Geleneksel ve dinsel kıyafeti, siyasi kıyafetten kesin çizgilerle ayırmak lazım. Örneğin, biz de bir geleneğin parçasıyız. Kravat takıyorum; ama kravatı, ona iman ettiğim için takmıyorum. Başka bir yerde yaşasaydım, başka bir işim olsaydı kravat takmazdım belki de.

Geleneğe saygı

Bazıları gelenekleri, bazıları da dinin emri düşüncesiyle çarşaf giyiyor, türban takıyor. Her iki tercihe de saygı duyuyorum. Ama bunun, devletin resmi ve hukuki yorumu haline getirilmesine, getirmek isteyenlere ’Durun bir dakika’ diyorum. CHP’ye katılan kadınlarımız, saçının tek bir telinin görünmesini günah sayan bir anlayışa sahip değiller.
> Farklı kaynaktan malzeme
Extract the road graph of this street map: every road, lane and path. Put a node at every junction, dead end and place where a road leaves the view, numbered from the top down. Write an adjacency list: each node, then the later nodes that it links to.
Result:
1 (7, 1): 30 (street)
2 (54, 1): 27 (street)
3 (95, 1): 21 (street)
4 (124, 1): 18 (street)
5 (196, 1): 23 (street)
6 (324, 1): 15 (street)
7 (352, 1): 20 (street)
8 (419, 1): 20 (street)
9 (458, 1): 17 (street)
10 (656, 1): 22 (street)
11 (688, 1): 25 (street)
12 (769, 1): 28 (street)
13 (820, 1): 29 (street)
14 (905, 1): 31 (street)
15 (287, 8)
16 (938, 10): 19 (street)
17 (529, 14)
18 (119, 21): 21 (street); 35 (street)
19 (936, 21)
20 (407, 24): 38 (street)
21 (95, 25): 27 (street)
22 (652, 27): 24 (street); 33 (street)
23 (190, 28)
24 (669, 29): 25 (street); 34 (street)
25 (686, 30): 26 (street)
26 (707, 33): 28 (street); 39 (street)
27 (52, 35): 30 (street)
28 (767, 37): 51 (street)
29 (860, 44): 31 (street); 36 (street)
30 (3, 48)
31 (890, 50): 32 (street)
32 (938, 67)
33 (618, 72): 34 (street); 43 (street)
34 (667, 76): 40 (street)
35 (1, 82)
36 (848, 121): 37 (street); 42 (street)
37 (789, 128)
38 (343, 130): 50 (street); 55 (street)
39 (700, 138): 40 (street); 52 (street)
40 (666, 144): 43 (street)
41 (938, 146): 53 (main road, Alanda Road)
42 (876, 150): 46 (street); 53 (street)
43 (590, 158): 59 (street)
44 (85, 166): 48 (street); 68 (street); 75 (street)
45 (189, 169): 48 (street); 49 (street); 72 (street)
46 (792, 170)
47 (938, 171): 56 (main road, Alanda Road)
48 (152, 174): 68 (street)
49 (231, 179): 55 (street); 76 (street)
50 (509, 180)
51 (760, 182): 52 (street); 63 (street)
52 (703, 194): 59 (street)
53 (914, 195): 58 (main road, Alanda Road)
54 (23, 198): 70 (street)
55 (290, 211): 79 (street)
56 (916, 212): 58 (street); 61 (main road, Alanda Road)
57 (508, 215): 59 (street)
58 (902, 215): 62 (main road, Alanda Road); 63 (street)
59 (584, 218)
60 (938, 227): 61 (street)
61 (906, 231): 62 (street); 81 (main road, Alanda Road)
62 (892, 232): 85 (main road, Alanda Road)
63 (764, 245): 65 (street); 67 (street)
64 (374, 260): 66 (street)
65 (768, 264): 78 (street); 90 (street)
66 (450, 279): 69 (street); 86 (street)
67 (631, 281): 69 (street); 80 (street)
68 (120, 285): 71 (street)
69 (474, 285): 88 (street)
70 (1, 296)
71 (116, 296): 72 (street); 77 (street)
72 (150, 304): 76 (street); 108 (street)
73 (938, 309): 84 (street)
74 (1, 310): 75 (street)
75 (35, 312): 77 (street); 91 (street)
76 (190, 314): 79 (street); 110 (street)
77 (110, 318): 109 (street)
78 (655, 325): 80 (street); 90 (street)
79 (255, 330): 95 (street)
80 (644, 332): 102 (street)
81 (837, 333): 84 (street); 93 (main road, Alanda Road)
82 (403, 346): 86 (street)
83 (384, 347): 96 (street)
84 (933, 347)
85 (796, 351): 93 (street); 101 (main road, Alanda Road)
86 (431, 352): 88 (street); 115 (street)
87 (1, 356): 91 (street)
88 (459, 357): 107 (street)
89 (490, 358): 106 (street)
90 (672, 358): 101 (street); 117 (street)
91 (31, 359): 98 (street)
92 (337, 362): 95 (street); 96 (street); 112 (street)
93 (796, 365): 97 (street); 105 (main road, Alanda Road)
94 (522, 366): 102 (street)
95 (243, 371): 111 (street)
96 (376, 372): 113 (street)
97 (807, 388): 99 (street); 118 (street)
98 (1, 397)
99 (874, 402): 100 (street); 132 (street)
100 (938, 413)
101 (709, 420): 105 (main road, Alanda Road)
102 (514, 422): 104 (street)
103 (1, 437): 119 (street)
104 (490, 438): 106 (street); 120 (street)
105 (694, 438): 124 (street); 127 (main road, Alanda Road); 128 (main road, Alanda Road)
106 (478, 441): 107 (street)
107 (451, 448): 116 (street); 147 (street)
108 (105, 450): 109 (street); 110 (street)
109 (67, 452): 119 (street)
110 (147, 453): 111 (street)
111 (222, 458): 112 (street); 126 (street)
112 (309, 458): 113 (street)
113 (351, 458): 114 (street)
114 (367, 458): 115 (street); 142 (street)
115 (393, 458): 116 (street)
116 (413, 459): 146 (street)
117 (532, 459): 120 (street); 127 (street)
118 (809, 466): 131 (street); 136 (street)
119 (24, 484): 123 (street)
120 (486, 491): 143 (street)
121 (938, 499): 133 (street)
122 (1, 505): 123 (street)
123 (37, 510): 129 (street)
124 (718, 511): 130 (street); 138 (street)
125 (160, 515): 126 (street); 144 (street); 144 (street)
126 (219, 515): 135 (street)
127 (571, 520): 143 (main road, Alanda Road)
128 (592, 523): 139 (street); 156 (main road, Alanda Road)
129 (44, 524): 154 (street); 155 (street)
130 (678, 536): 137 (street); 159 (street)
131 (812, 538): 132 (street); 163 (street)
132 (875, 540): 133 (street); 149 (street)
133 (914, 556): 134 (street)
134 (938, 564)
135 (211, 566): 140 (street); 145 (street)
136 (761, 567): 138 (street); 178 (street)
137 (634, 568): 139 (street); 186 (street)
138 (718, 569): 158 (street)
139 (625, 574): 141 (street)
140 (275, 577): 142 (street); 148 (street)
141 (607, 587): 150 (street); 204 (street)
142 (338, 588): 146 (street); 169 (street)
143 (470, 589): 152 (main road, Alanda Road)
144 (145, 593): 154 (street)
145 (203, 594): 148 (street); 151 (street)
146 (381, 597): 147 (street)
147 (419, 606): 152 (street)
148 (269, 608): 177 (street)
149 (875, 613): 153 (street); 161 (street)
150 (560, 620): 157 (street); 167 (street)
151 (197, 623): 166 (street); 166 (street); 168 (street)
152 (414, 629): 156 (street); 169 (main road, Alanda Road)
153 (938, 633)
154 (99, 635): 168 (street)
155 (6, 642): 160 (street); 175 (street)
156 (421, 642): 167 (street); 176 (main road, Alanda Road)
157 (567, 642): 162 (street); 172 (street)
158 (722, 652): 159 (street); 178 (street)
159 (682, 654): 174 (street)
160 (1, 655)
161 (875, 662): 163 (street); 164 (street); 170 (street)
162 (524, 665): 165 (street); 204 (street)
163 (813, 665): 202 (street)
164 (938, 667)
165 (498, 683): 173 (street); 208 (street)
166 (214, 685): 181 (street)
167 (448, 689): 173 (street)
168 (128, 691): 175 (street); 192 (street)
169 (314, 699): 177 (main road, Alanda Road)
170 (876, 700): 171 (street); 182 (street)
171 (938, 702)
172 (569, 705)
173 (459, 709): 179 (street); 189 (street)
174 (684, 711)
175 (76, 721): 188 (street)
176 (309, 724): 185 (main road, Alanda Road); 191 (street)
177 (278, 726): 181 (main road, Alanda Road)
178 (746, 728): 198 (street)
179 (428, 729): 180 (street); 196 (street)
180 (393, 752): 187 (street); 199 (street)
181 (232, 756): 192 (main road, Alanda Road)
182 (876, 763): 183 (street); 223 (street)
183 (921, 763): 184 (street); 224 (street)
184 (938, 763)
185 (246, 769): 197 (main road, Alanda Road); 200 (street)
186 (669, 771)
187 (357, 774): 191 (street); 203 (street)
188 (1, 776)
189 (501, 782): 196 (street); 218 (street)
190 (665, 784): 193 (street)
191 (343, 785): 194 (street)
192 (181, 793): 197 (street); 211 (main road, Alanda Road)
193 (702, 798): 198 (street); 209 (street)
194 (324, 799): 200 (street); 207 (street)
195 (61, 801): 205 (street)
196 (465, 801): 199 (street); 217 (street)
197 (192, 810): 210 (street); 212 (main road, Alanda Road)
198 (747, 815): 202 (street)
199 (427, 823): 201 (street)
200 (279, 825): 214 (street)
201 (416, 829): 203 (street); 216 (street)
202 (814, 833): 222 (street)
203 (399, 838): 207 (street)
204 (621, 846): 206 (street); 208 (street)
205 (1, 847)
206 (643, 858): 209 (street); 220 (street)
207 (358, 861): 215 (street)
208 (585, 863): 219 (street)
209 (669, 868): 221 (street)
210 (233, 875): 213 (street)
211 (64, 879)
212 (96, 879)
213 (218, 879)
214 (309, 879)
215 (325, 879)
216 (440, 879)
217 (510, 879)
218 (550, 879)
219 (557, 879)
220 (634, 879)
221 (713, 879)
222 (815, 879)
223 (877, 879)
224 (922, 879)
Altı oku içlerine sindiren anlayışa sahipler.

Laiklik için katkı

Bu tartışma Türkiye için yararlı oldu. Birbirimizi anlama noktasına geliyoruz. Çünkü, kafamızda bazı kıyafetlerin dinsel bir simge olduğu algısı var. Bu tartışmadan, baskıcı ve karşısındakini dışlayan hatta faşizme kayan bir laiklik anlayışı yerine; gerçek laik, demokratik bir anlayışın ortaya çıkmasını umut ediyorum.

Atatürk-Humeyni

Baykal, CNNTÜRK’ün canlı yayınında ise şöyle dedi: "Örneğin, ’Ben Atatürk’ü sevmiyorum, Humeyni’yi seviyorum’ diyen insanın başı açık da olsa CHP’de yeri yoktur. Ancak bize katılan arkadaşlarımız, ’Ben Atatürk’ü seviyorum, ailemin, köyümün, çevremin, mahallemin yaşam tarzı bu, ben böyle giyiniyorum, bir mahsuru var mı?’ dediği zaman ona ’Başımla beraber, elbette senin burada yerin var’ demek benim ahlaki görevimdir."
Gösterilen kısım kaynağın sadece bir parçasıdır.